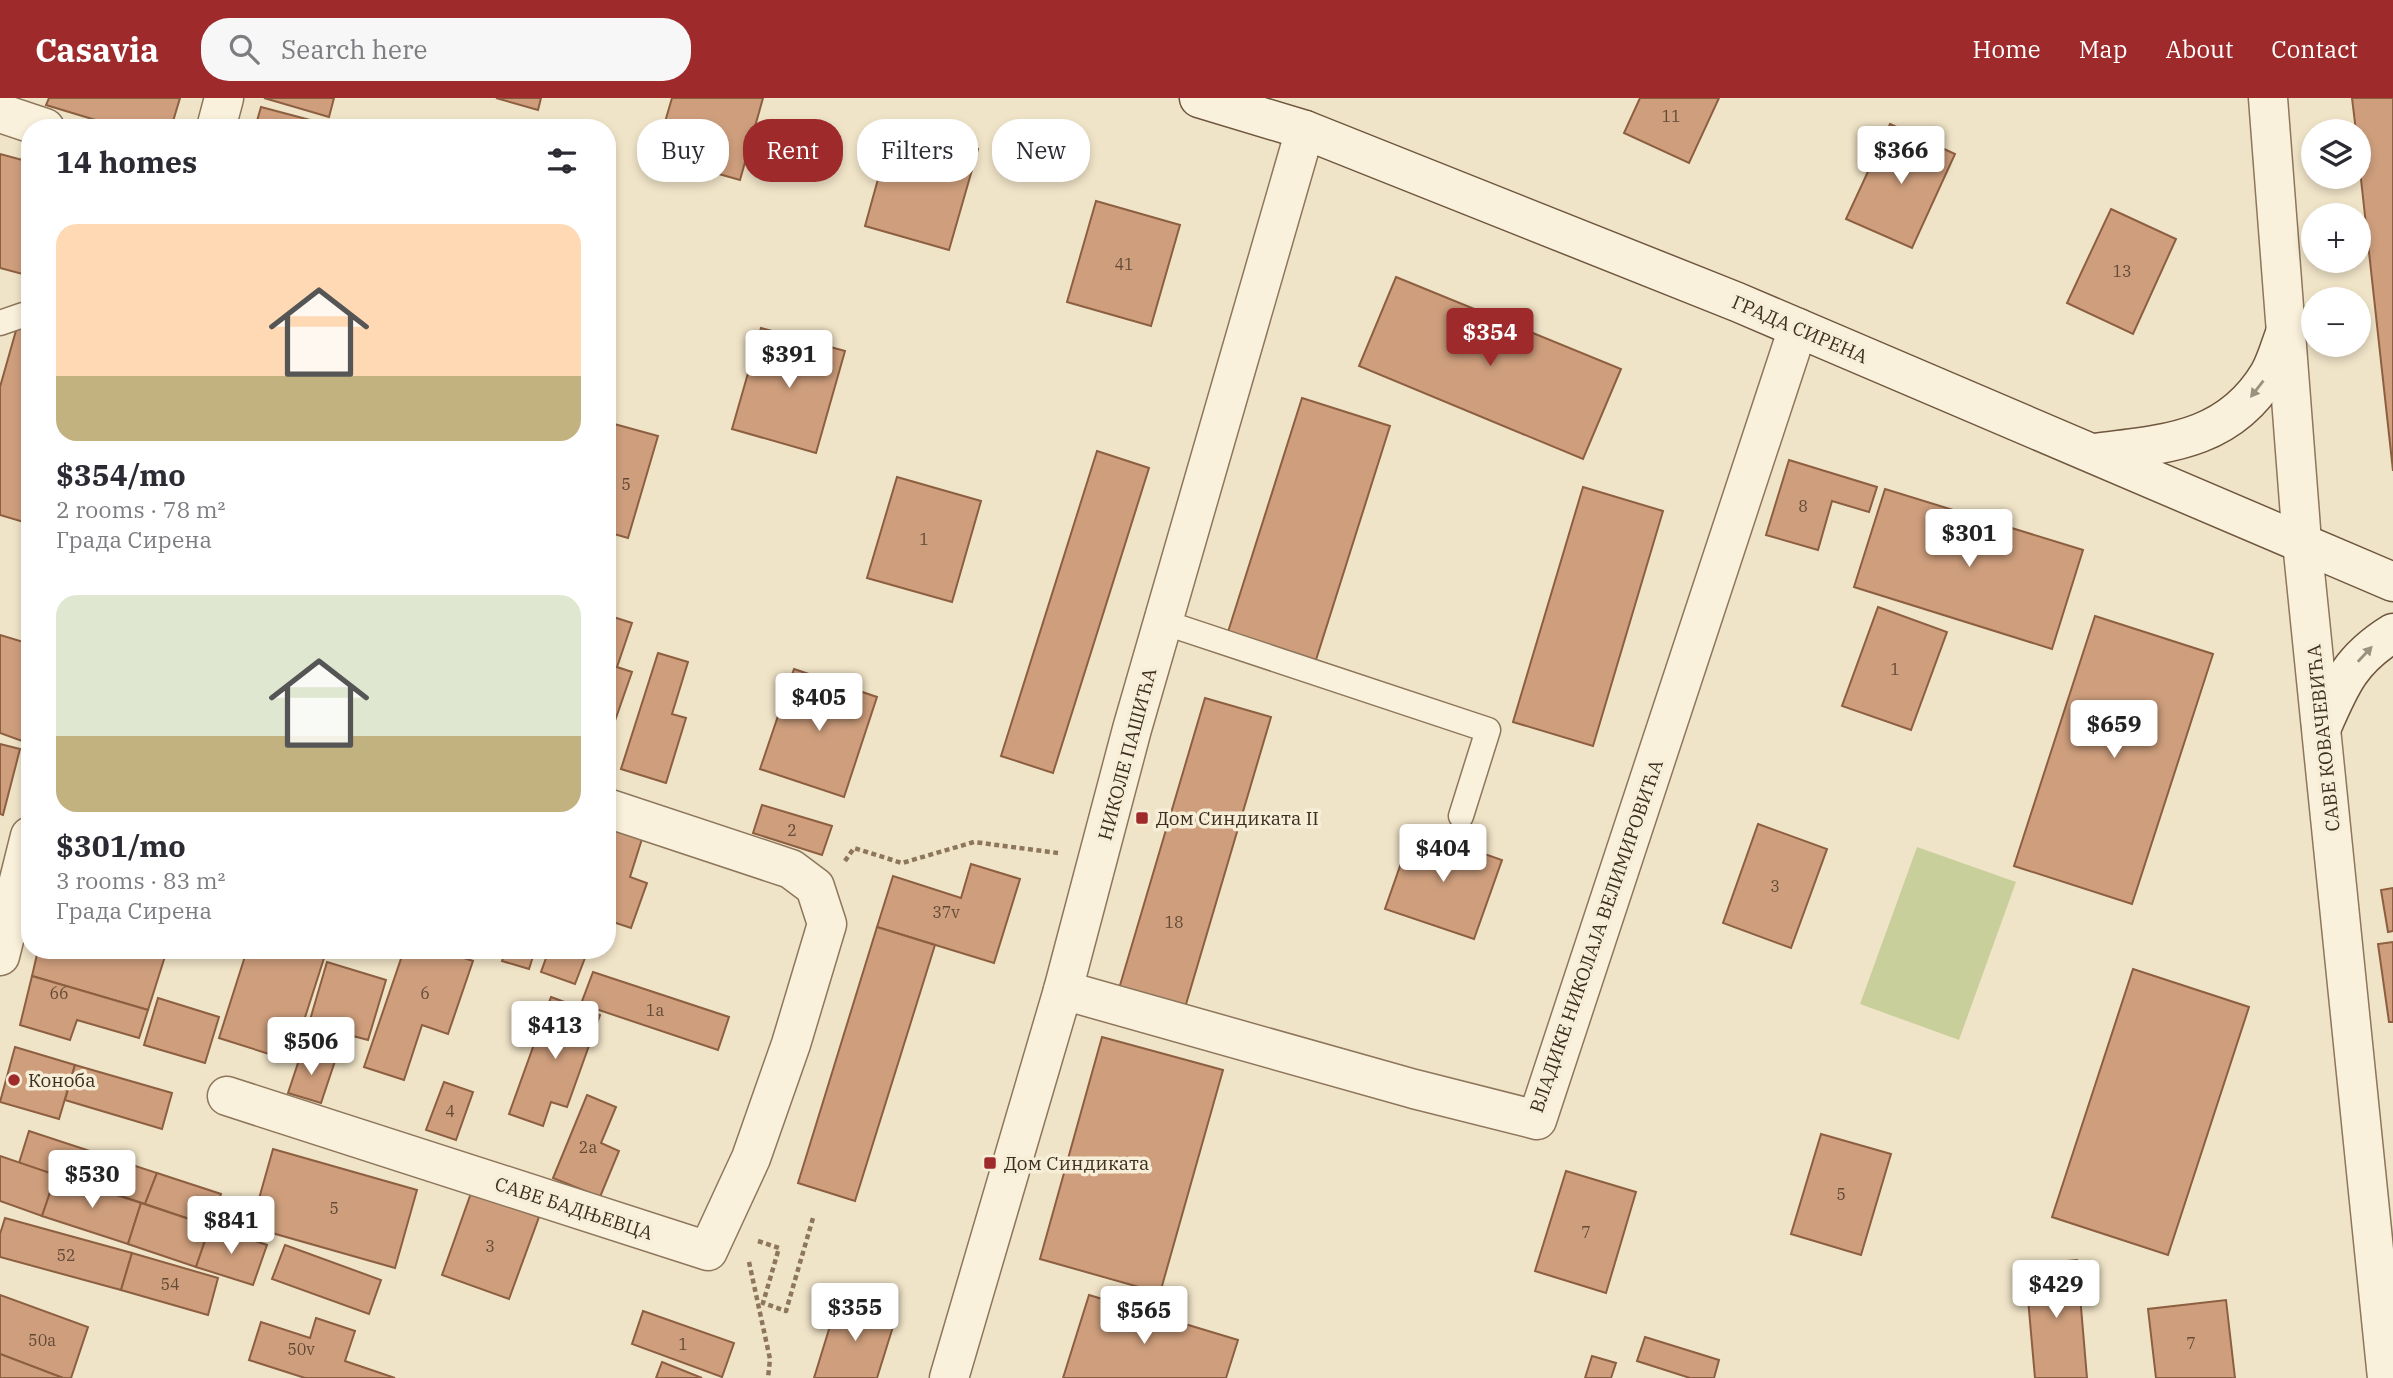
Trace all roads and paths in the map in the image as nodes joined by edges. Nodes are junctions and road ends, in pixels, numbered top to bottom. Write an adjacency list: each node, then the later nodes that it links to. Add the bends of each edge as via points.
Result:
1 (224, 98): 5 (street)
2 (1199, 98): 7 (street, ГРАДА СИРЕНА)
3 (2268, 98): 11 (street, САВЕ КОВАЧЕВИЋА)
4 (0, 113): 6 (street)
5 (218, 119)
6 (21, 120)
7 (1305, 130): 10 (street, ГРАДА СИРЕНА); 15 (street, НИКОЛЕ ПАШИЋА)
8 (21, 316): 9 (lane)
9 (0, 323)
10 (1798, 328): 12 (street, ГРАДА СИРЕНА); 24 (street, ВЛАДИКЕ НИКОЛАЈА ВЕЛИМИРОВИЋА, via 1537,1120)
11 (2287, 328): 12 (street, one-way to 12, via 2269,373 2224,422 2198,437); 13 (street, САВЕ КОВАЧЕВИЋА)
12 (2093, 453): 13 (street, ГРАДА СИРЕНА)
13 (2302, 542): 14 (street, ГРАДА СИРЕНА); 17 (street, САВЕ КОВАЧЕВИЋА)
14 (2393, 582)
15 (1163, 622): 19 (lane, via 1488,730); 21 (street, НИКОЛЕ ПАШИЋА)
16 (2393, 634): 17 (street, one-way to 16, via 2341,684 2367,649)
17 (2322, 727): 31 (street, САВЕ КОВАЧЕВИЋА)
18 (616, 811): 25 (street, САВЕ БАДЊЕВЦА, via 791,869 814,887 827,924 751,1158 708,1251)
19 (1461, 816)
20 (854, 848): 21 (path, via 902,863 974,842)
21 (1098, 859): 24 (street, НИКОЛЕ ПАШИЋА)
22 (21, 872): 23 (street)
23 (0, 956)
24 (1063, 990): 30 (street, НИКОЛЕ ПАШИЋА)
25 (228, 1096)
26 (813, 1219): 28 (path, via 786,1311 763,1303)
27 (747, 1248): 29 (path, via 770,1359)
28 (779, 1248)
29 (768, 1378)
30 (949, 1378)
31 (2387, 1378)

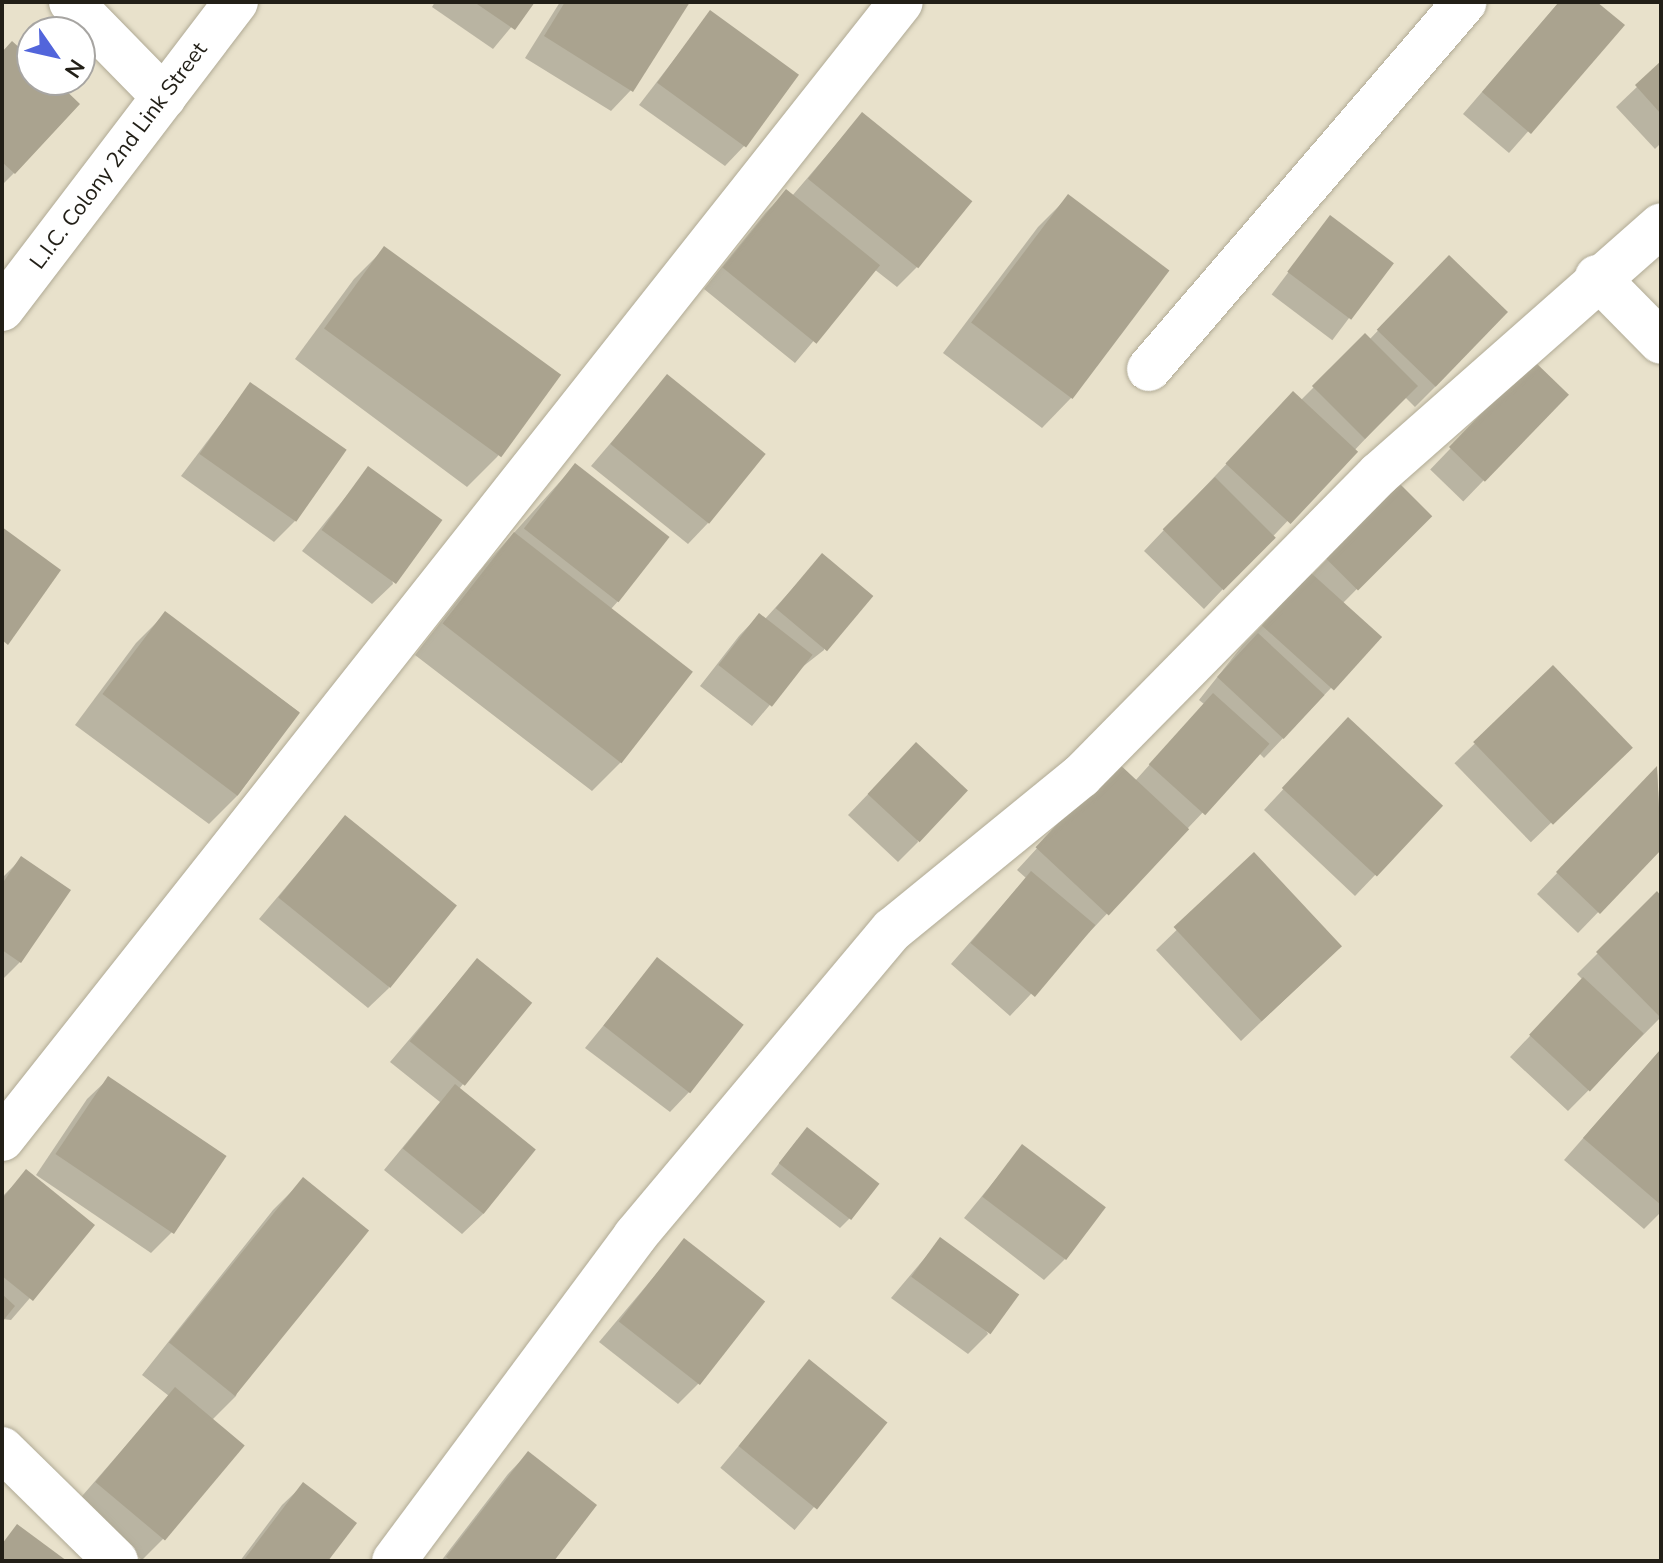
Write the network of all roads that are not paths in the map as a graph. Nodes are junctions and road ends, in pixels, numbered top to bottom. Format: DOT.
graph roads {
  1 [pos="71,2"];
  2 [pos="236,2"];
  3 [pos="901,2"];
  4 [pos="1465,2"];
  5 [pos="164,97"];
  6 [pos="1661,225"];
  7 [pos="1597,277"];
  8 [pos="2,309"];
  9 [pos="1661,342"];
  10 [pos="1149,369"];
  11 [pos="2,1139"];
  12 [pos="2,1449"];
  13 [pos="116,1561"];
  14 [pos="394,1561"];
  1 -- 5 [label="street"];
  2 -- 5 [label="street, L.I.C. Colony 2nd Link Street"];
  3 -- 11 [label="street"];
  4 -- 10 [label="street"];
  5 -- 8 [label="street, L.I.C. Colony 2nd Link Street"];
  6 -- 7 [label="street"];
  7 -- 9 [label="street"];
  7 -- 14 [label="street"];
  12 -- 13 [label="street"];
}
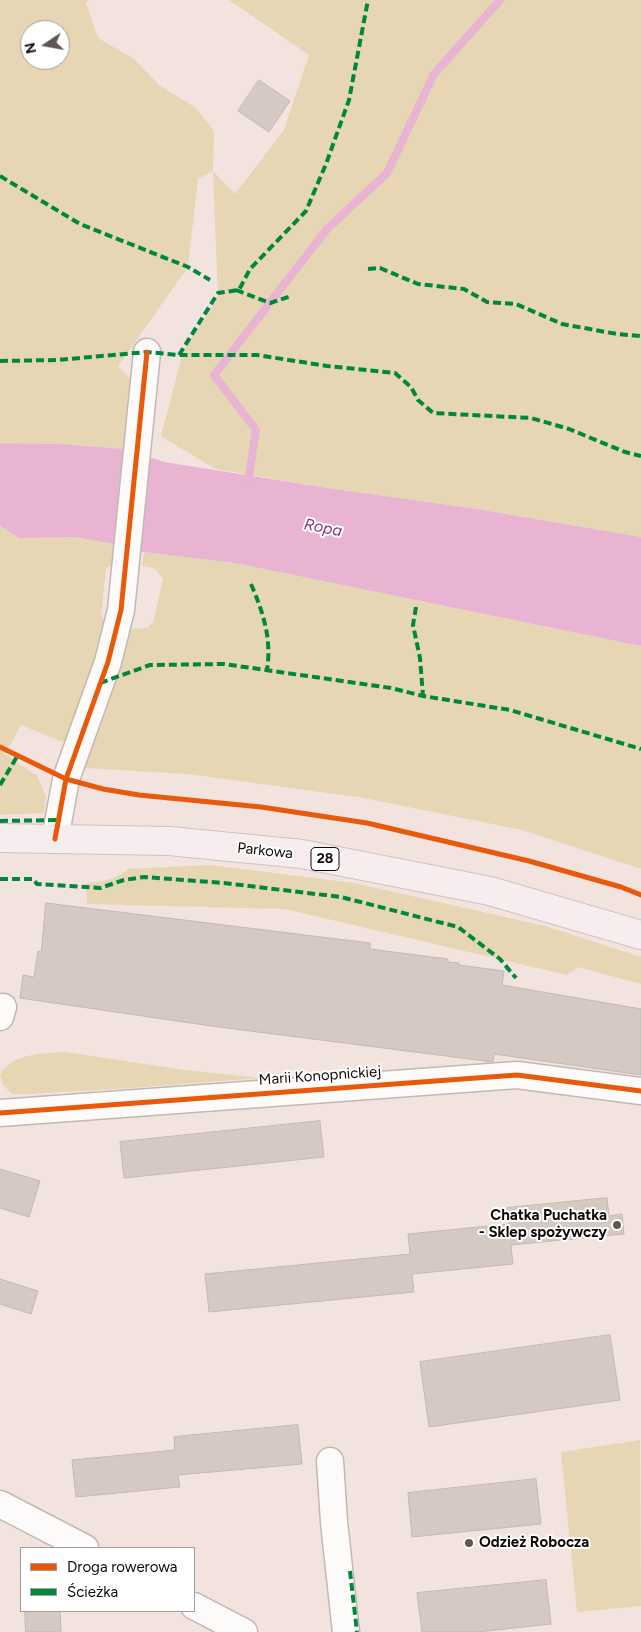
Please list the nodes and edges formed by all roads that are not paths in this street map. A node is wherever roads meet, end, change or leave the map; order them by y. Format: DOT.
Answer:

> **The problem**: Reproduce the data in full. Do not carry over any picture.

> **Written solution**:
Trace all roads and paths in the map in the image as nodes joined by edges. Nodes are junctions and road ends, in pixels, numbered top to bottom. Write an adjacency list: each node, then the later nodes that it links to. Add the bends of each edge as via points.
Result:
1 (224, 98): 5 (street)
2 (1199, 98): 7 (street, ГРАДА СИРЕНА)
3 (2268, 98): 11 (street, САВЕ КОВАЧЕВИЋА)
4 (0, 113): 6 (street)
5 (218, 119)
6 (21, 120)
7 (1305, 130): 10 (street, ГРАДА СИРЕНА); 15 (street, НИКОЛЕ ПАШИЋА)
8 (21, 316): 9 (lane)
9 (0, 323)
10 (1798, 328): 12 (street, ГРАДА СИРЕНА); 24 (street, ВЛАДИКЕ НИКОЛАЈА ВЕЛИМИРОВИЋА, via 1537,1120)
11 (2287, 328): 12 (street, one-way to 12, via 2269,373 2224,422 2198,437); 13 (street, САВЕ КОВАЧЕВИЋА)
12 (2093, 453): 13 (street, ГРАДА СИРЕНА)
13 (2302, 542): 14 (street, ГРАДА СИРЕНА); 17 (street, САВЕ КОВАЧЕВИЋА)
14 (2393, 582)
15 (1163, 622): 19 (lane, via 1488,730); 21 (street, НИКОЛЕ ПАШИЋА)
16 (2393, 634): 17 (street, one-way to 16, via 2341,684 2367,649)
17 (2322, 727): 31 (street, САВЕ КОВАЧЕВИЋА)
18 (616, 811): 25 (street, САВЕ БАДЊЕВЦА, via 791,869 814,887 827,924 751,1158 708,1251)
19 (1461, 816)
20 (854, 848): 21 (path, via 902,863 974,842)
21 (1098, 859): 24 (street, НИКОЛЕ ПАШИЋА)
22 (21, 872): 23 (street)
23 (0, 956)
24 (1063, 990): 30 (street, НИКОЛЕ ПАШИЋА)
25 (228, 1096)
26 (813, 1219): 28 (path, via 786,1311 763,1303)
27 (747, 1248): 29 (path, via 770,1359)
28 (779, 1248)
29 (768, 1378)
30 (949, 1378)
31 (2387, 1378)

Write the network of all roads that are not paths in the map as a graph. Nodes are junctions and road ends, in pixels, numbered top to bottom. Format: DOT.
graph roads {
  1 [pos="71,2"];
  2 [pos="236,2"];
  3 [pos="901,2"];
  4 [pos="1465,2"];
  5 [pos="164,97"];
  6 [pos="1661,225"];
  7 [pos="1597,277"];
  8 [pos="2,309"];
  9 [pos="1661,342"];
  10 [pos="1149,369"];
  11 [pos="2,1139"];
  12 [pos="2,1449"];
  13 [pos="116,1561"];
  14 [pos="394,1561"];
  1 -- 5 [label="street"];
  2 -- 5 [label="street, L.I.C. Colony 2nd Link Street"];
  3 -- 11 [label="street"];
  4 -- 10 [label="street"];
  5 -- 8 [label="street, L.I.C. Colony 2nd Link Street"];
  6 -- 7 [label="street"];
  7 -- 9 [label="street"];
  7 -- 14 [label="street"];
  12 -- 13 [label="street"];
}
Please list the nodes and edges formed by all roads that are not paths in this street map. A node is wherever roads meet, end, change or leave the map; order them by y. Format: DOT.
Answer:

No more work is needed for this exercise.